▶ [Input data]:
---+---

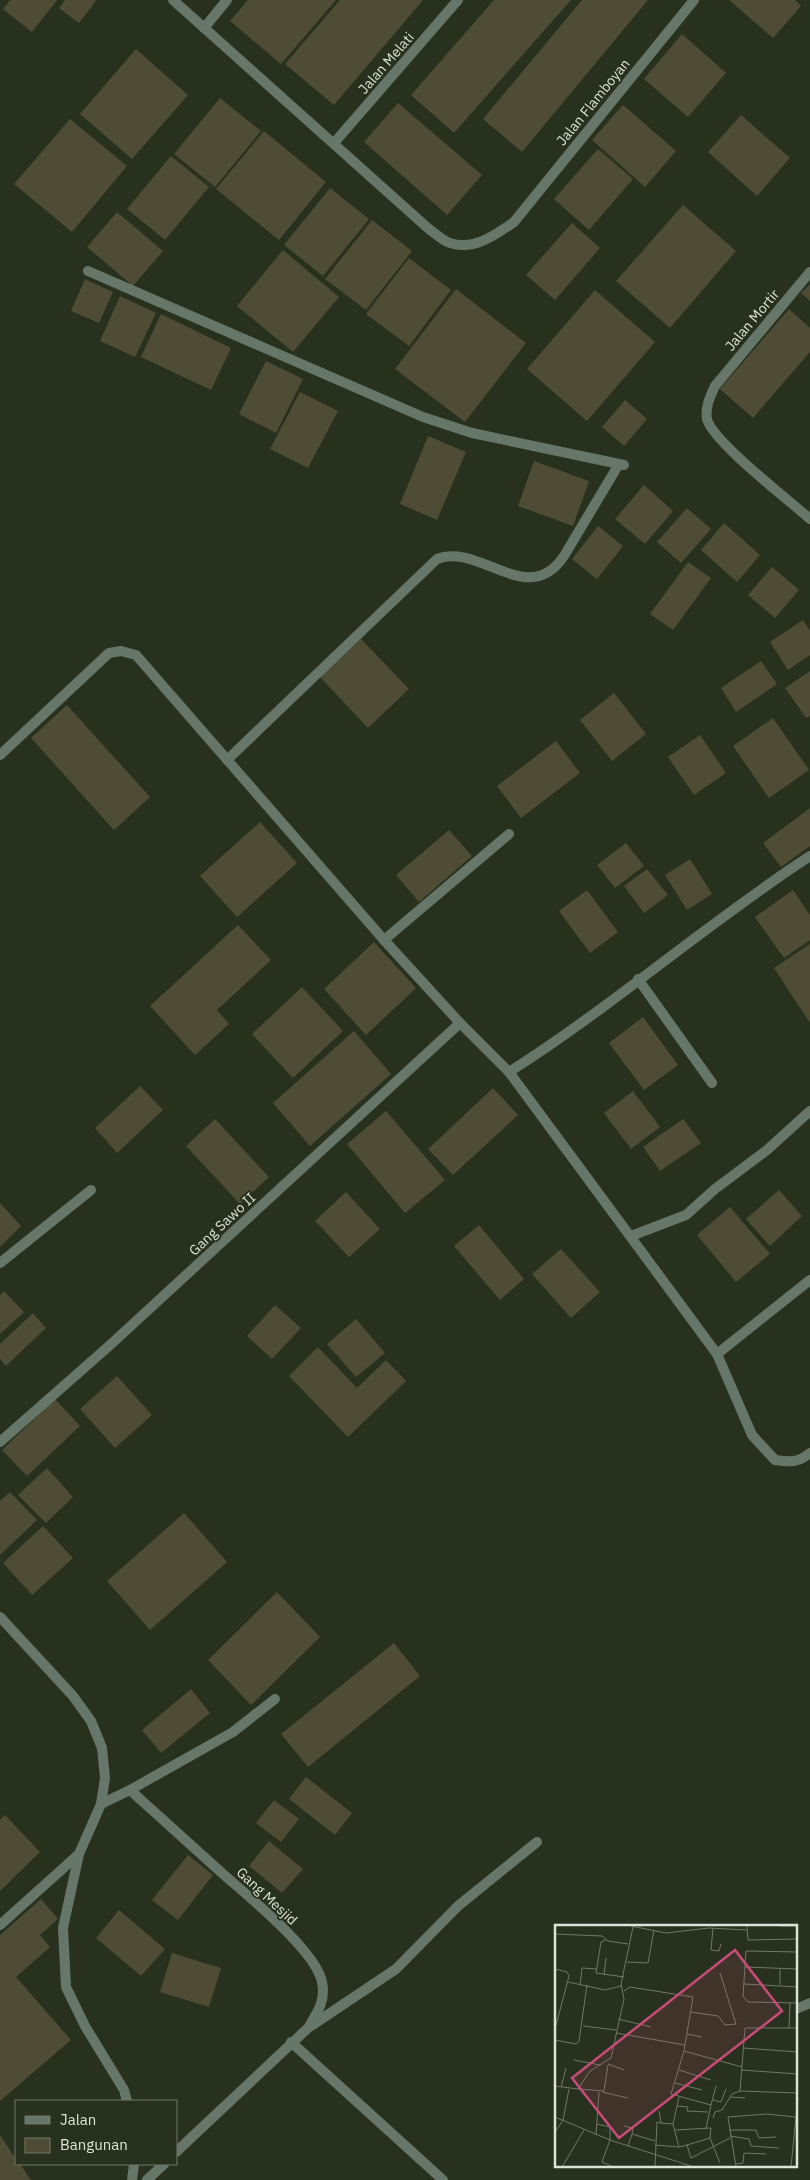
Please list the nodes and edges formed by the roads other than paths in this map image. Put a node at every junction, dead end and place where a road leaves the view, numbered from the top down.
1 (173, 0) edge
2 (227, 0) edge
3 (458, 0) edge
4 (694, 0) edge
5 (204, 28) junction
6 (334, 143) junction
7 (88, 271) dead end
8 (810, 272) edge
9 (810, 519) edge
10 (0, 755) edge
11 (227, 760) junction
12 (508, 834) dead end
13 (810, 856) edge
14 (384, 940) junction
15 (638, 979) junction
16 (460, 1023) junction
17 (509, 1072) junction
18 (712, 1083) dead end
19 (810, 1111) edge
20 (91, 1190) dead end
21 (630, 1236) junction
22 (0, 1263) edge
23 (810, 1280) edge
24 (717, 1354) junction
25 (0, 1442) edge
26 (810, 1453) edge
27 (0, 1617) edge
28 (275, 1699) dead end
29 (130, 1790) junction
30 (100, 1804) junction
31 (537, 1842) dead end
32 (79, 1854) junction
33 (0, 1925) edge
34 (810, 2003) edge
35 (798, 2009) edge
36 (308, 2028) junction
37 (291, 2042) junction
38 (127, 2100) edge
39 (178, 2150) edge
40 (134, 2165) edge
41 (163, 2165) edge
42 (132, 2180) edge
43 (147, 2180) edge
44 (442, 2180) edge

1 - 5 street, Jalan Flamboyan
2 - 5 street
3 - 6 street, Jalan Melati
4 - 6 street, Jalan Flamboyan
5 - 6 street, Jalan Flamboyan
7 - 11 street
8 - 9 street, Jalan Mortir
10 - 11 street
11 - 14 street
12 - 14 street
13 - 15 street
14 - 16 street
15 - 17 street
15 - 18 street
16 - 17 street
16 - 25 street, Gang Sawo II
17 - 21 street
19 - 21 street
20 - 22 street
21 - 24 street
23 - 24 street
24 - 26 street
27 - 30 street
28 - 29 street
29 - 30 street
29 - 36 street, Gang Mesjid
30 - 32 street
31 - 36 street
32 - 33 street
32 - 38 street
34 - 35 street
36 - 37 street, Gang Mesjid
37 - 39 street, Gang Mesjid
37 - 44 street
40 - 42 street
41 - 43 street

---+---

▶ [Aim of the exercise]:
Verbatim copy with pictures excluded: write out the records above in full.

▶ [Result]:
Please list the nodes and edges formed by the roads other than paths in this map image. Put a node at every junction, dead end and place where a road leaves the view, numbered from the top down.
1 (173, 0) edge
2 (227, 0) edge
3 (458, 0) edge
4 (694, 0) edge
5 (204, 28) junction
6 (334, 143) junction
7 (88, 271) dead end
8 (810, 272) edge
9 (810, 519) edge
10 (0, 755) edge
11 (227, 760) junction
12 (508, 834) dead end
13 (810, 856) edge
14 (384, 940) junction
15 (638, 979) junction
16 (460, 1023) junction
17 (509, 1072) junction
18 (712, 1083) dead end
19 (810, 1111) edge
20 (91, 1190) dead end
21 (630, 1236) junction
22 (0, 1263) edge
23 (810, 1280) edge
24 (717, 1354) junction
25 (0, 1442) edge
26 (810, 1453) edge
27 (0, 1617) edge
28 (275, 1699) dead end
29 (130, 1790) junction
30 (100, 1804) junction
31 (537, 1842) dead end
32 (79, 1854) junction
33 (0, 1925) edge
34 (810, 2003) edge
35 (798, 2009) edge
36 (308, 2028) junction
37 (291, 2042) junction
38 (127, 2100) edge
39 (178, 2150) edge
40 (134, 2165) edge
41 (163, 2165) edge
42 (132, 2180) edge
43 (147, 2180) edge
44 (442, 2180) edge

1 - 5 street, Jalan Flamboyan
2 - 5 street
3 - 6 street, Jalan Melati
4 - 6 street, Jalan Flamboyan
5 - 6 street, Jalan Flamboyan
7 - 11 street
8 - 9 street, Jalan Mortir
10 - 11 street
11 - 14 street
12 - 14 street
13 - 15 street
14 - 16 street
15 - 17 street
15 - 18 street
16 - 17 street
16 - 25 street, Gang Sawo II
17 - 21 street
19 - 21 street
20 - 22 street
21 - 24 street
23 - 24 street
24 - 26 street
27 - 30 street
28 - 29 street
29 - 30 street
29 - 36 street, Gang Mesjid
30 - 32 street
31 - 36 street
32 - 33 street
32 - 38 street
34 - 35 street
36 - 37 street, Gang Mesjid
37 - 39 street, Gang Mesjid
37 - 44 street
40 - 42 street
41 - 43 street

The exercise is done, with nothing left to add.